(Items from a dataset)

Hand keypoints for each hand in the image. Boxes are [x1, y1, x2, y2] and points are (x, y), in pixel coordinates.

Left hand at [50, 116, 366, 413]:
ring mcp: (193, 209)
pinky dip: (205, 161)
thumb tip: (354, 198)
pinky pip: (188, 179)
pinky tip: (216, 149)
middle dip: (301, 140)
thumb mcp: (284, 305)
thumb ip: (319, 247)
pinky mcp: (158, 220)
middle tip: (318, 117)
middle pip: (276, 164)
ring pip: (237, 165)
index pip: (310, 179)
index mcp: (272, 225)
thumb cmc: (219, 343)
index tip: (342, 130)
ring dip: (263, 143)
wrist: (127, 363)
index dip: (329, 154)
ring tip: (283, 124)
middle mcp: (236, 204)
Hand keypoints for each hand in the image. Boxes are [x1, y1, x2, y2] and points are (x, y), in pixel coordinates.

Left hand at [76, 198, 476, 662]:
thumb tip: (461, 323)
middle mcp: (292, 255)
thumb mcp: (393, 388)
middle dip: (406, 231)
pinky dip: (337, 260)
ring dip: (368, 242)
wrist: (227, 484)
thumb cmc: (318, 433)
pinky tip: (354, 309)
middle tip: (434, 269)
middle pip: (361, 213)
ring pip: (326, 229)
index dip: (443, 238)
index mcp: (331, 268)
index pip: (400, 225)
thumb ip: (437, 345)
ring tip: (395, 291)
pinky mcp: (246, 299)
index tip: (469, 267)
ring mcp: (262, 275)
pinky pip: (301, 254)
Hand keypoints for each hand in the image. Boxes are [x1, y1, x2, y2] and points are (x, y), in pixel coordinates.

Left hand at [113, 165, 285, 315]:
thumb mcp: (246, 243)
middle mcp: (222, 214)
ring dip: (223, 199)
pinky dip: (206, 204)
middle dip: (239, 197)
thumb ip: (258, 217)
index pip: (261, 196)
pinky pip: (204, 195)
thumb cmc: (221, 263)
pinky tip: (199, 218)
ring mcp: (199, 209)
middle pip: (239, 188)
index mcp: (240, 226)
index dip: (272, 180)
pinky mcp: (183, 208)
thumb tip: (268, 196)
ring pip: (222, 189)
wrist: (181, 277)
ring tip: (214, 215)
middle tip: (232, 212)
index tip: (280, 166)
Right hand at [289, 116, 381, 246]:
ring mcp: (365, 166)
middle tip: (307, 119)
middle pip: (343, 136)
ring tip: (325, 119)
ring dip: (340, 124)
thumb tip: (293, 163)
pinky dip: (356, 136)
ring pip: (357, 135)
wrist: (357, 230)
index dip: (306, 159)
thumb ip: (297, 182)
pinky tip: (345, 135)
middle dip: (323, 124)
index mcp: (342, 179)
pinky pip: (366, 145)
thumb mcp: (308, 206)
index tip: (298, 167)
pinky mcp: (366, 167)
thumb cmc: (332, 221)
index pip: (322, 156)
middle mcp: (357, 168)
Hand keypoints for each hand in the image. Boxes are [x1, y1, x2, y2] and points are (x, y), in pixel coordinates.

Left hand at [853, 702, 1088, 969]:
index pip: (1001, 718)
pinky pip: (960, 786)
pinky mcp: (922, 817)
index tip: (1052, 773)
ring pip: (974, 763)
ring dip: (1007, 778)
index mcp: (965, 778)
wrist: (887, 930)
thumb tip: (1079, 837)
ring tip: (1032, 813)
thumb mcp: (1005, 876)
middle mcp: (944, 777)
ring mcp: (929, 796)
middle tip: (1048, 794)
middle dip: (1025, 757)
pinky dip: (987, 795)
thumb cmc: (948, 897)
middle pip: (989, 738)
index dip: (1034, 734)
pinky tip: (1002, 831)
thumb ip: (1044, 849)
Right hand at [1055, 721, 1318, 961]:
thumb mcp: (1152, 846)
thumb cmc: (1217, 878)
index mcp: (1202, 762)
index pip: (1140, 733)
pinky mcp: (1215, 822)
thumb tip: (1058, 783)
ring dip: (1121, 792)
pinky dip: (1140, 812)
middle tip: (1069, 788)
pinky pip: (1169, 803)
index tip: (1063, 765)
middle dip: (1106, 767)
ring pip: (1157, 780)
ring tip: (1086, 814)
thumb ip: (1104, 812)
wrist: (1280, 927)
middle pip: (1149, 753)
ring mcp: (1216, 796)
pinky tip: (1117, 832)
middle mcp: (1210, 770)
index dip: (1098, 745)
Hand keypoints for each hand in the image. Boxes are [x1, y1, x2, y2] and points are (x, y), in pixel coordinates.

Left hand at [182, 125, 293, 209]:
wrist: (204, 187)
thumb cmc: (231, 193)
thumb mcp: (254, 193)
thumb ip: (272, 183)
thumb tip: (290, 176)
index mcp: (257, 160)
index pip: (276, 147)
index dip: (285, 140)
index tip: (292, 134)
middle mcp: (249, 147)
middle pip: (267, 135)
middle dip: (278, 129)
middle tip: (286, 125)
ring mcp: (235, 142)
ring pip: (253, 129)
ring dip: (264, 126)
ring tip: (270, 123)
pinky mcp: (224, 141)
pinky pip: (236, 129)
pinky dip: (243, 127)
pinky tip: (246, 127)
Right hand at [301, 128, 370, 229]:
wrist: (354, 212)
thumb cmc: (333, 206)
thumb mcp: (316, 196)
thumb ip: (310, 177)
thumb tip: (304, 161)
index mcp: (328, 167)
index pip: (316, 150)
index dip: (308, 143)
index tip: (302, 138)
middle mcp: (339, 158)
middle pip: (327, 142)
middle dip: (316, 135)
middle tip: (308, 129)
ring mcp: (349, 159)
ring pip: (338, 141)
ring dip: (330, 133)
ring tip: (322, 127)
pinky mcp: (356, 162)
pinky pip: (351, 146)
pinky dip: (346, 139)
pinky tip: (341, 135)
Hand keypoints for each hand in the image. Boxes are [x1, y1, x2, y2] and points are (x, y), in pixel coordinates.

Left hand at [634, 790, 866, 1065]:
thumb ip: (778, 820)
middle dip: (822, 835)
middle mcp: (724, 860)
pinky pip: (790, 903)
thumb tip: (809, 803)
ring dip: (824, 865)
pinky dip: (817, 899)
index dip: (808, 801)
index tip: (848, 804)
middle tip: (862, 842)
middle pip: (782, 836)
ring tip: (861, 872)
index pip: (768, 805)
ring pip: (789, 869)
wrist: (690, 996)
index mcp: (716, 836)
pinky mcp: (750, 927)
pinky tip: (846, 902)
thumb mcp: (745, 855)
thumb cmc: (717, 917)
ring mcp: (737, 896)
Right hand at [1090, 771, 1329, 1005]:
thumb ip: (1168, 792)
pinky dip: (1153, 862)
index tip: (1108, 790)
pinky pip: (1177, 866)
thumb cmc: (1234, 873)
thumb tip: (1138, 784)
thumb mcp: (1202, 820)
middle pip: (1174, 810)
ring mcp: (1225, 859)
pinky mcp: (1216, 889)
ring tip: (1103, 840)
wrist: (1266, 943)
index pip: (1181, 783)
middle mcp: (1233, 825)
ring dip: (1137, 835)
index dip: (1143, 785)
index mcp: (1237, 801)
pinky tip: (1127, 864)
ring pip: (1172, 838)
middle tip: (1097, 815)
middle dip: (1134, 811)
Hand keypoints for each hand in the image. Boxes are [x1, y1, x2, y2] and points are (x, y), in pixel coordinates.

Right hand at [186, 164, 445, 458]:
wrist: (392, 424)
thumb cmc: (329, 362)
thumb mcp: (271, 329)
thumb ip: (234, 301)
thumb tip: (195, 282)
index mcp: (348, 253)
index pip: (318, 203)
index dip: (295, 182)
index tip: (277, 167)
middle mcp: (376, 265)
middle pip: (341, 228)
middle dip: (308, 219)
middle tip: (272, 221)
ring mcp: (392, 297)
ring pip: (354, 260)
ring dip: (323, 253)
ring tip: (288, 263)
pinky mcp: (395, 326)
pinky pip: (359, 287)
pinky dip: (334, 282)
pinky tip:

## ASSIGNMENT
Go through the lines above and copy any that contain "Left".

## PROBLEM SOLUTION
Left hand at [50, 116, 366, 413]:
Left hand at [76, 198, 476, 662]:
Left hand at [113, 165, 285, 315]:
Left hand at [853, 702, 1088, 969]:
Left hand at [182, 125, 293, 209]:
Left hand at [634, 790, 866, 1065]:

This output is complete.